I want to identify TF-target gene relationship of a set of 134 genes. These 134 genes belongs to multigene family evolved by gene duplication. I have transcriptome data of five different conditions (each three biological replicate) from the tissues in which the genes are expressed. Overall the transcriptome assembly shows 17203 genes are expressed considering FPKM > 1.
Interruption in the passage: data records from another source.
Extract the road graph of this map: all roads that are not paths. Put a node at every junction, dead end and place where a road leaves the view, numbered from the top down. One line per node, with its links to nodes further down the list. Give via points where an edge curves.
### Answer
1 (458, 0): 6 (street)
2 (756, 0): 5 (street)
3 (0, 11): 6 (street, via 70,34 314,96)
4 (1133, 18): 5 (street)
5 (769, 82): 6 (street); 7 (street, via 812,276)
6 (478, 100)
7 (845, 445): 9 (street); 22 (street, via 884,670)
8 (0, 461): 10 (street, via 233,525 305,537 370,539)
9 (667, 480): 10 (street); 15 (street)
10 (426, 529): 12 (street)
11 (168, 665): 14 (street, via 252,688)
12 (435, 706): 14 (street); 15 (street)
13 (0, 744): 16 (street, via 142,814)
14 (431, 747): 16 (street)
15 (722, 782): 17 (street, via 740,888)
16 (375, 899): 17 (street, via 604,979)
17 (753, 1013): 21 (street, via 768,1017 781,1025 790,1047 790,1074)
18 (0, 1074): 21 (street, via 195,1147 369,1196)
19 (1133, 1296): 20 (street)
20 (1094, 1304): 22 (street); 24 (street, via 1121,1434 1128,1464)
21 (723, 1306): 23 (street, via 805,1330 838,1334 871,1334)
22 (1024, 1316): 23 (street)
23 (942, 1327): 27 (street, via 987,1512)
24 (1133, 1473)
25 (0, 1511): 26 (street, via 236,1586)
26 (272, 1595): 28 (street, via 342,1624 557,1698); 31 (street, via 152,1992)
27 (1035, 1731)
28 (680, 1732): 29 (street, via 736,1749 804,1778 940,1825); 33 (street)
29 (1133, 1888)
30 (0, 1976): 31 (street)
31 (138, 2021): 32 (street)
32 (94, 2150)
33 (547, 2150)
I used the transcriptome dynamics to find a set of genes that show correlation of 0.8 or above with the target 134 genes. In this way I have a set of filtered 2766 genes from the total 17203 genes. By hierarchical clustering based on correlation the set of 2766 genes can be differentiated into 28 clusters. Next, I used TF-target gene relationship (of the species on which I am working) from CIS-BP database. I consider each of the 28 cluster as set of strongly co-expressed genes. Next I scan the promoter region of my target genes for motif search using the known TF-TFBS information from CIS-BP. Whatever motif I found on my target gene, I checked whether the motif is also enriched in the cluster on which the target gene belongs to. In this way I have a set of enriched motifs from the total motifs for each of my target genes. Next, I check whether the Target gene and the TF corresponding to the enriched motif of the target show show correlation of greater than 0.8 or less than -0.8 to predict the regulators (activators/repressors) of my target gene.

My query is whether the approach of motif enrichment on the cluster is okay or else I should go for more stringnt approaches?